Goatse Security Hacker Jailed On Drug Charges
Goatse Security member Andrew Auernheimer, 24, also known in the hacker community as Escher and Weev, was detained in the Washington County Sheriff's Office jail after being charged with four felony counts of possession of controlled substance and one related misdemeanor charge, a sheriff's department spokesperson said Wednesday.
The FBI detected the drugs while executing a search warrant at Auernheimer's apartment related to a security breach on an AT&T Web application that enabled hackers to obtain around 114,000 e-mail addresses of Apple iPad 3G customers. Further details from the FBI were not immediately available.
Auernheimer and other Goatse Security members made waves last week when they exploited a security feature on an AT&T authentication site that enabled them to access iPad customers e-mail addresses in exchange for a customer ID, known as the ICC-ID, associated with the device's SIM card. Some of the affected iPad customers included high-profile executives, military personnel and politicians, including New York Times Co. CEO Janet Robinson and New York Mayor Michael Bloomberg.
Auernheimer, who also provided the first name of Escher during interviews with The Wall Street Journal, last week, defended Goatse Security's motivations for exploiting the security flaw in a blog post, maintaining that the group exposed security holes in AT&T's Web application to help prevent iPad users from becoming vulnerable to a malicious attack.
Auernheimer's blog came in response to a letter circulated by AT&T, which apologized for the security breach but blamed the incident on Goatse hackers. AT&T plugged the security hole on Wednesday, two days after Goatse said that they alerted the company to the breach.
"The hacker deliberately went to great efforts with a random program to extract the information," said Dorothy Attwood, AT&T's chief privacy officer, in an e-mail to affected iPad customers. "They then put together a list of these e-mails and distributed it for their own publicity. We apologize for the incident and any inconvenience it may have caused."
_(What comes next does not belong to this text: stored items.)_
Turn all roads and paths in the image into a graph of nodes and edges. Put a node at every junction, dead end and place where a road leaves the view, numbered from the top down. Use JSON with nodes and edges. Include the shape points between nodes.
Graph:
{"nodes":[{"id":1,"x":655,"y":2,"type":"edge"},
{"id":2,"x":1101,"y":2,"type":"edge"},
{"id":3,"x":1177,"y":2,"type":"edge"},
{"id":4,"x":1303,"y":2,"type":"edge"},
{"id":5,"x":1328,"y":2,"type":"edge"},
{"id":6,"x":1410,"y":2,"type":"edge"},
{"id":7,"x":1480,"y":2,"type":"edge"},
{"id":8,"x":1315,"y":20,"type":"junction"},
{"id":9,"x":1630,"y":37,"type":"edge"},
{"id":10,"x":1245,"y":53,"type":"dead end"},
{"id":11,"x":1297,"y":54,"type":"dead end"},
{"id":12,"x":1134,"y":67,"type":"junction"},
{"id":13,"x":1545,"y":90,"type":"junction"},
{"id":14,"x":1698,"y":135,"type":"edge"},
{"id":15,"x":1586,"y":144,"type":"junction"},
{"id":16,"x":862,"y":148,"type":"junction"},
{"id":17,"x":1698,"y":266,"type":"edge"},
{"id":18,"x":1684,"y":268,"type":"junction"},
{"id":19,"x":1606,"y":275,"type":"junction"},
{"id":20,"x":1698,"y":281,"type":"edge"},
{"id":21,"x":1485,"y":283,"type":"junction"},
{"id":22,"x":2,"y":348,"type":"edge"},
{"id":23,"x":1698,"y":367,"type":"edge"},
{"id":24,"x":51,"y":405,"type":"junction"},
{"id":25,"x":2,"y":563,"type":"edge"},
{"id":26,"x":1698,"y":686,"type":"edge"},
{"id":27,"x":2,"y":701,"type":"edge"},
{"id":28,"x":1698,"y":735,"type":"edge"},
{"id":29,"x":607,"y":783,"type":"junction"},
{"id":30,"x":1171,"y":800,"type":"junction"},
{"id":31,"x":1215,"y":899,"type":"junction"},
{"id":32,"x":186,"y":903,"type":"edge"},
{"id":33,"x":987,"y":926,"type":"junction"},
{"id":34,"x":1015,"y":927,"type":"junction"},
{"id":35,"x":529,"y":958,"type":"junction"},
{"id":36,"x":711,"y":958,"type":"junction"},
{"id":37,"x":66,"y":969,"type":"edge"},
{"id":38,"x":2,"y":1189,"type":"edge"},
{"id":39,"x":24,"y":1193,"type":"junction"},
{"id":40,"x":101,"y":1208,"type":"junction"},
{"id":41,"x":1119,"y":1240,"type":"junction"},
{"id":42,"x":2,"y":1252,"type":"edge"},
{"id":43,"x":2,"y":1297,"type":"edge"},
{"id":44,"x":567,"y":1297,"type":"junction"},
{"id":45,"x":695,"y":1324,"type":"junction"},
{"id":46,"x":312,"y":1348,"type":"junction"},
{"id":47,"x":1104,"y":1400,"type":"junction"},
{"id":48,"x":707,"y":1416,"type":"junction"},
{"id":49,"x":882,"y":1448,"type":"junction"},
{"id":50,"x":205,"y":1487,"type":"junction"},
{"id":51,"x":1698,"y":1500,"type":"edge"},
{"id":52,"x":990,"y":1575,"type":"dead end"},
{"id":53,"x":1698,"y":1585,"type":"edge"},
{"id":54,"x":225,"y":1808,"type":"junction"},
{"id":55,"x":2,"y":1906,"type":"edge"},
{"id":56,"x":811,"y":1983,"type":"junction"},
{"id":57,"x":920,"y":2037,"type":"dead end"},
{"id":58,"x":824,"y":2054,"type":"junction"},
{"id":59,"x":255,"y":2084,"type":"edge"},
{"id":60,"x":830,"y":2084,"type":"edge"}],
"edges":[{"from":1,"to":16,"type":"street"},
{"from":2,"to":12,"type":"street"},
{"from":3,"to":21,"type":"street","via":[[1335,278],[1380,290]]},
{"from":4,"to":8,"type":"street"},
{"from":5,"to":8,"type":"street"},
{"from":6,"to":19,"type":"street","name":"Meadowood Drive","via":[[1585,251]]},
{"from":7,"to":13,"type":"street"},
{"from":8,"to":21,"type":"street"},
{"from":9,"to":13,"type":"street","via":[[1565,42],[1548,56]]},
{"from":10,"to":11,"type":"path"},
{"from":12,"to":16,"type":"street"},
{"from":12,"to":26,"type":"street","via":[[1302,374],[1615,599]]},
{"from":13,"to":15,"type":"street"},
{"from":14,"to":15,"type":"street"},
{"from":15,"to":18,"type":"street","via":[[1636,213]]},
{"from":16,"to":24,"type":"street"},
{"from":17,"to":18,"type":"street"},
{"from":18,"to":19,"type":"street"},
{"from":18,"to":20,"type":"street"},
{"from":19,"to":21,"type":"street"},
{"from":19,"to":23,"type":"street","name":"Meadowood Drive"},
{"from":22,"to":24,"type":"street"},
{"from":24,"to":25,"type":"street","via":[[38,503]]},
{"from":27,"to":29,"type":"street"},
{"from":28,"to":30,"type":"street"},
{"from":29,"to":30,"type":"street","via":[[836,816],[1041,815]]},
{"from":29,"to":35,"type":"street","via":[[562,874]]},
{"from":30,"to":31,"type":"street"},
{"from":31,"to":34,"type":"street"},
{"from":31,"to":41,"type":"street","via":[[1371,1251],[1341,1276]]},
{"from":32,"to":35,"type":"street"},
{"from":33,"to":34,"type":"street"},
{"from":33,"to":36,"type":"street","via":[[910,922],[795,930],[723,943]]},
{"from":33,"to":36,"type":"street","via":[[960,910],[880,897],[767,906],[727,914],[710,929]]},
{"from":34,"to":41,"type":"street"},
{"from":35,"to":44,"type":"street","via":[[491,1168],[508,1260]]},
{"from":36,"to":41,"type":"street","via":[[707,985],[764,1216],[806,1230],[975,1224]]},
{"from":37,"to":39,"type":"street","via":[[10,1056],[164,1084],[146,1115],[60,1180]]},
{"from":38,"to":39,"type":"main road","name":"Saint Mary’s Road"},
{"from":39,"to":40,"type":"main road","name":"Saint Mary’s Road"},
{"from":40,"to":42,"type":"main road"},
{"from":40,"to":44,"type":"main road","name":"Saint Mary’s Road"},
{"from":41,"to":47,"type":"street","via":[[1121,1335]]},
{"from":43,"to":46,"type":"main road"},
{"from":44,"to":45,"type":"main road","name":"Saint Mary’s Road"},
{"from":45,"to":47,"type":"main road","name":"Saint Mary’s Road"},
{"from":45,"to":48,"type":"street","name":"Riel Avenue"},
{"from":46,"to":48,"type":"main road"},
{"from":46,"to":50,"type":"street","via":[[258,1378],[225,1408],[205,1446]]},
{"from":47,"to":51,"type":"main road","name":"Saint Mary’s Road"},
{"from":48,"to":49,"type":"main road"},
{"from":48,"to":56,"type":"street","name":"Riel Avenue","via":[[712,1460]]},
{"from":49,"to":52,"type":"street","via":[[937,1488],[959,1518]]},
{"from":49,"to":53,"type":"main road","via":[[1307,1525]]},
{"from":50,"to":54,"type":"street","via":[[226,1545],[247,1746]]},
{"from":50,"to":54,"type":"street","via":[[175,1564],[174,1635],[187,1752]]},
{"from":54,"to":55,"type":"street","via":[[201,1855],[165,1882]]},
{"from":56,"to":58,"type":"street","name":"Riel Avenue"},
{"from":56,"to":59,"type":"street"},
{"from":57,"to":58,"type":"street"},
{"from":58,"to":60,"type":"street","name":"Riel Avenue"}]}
The FBI launched an investigation last week after Gawker first broke the story, possibly galvanized to action when it came to light that victims included President Obama's White House Chief of Staff Rahm Emanuel, Air Force Col. William Eldridge, and other military personnel registering DARPA domains to their iPad.
Meanwhile, Goatse also accused the telecom giant and Apple of negligence in addressing a critical flaw in Safari, which the hacker group claimed AT&T has known about since March. Apple repaired the Safari vulnerability on the desktop but had yet to plug the hole in iPad more than two months later, Auemheimer said.
"This bug we crafted allows the viewer of a Web page to become a proxy for spamming, exploit payloads, password bruteforce [sic] attacks, and other undesireables," Auemheimer wrote in a blog post. "The kicker is that this attack cannot be detected by any current IDS/IPS system. We released this in March, mind you, and Apple still hasn’t' got around to patching this on the iPad."
Apple's failure to patch the flaw on the device ultimately enabled hackers to develop code and launch malicious attacks on users' iPads, which could, among other things, steal sensitive data and login credentials.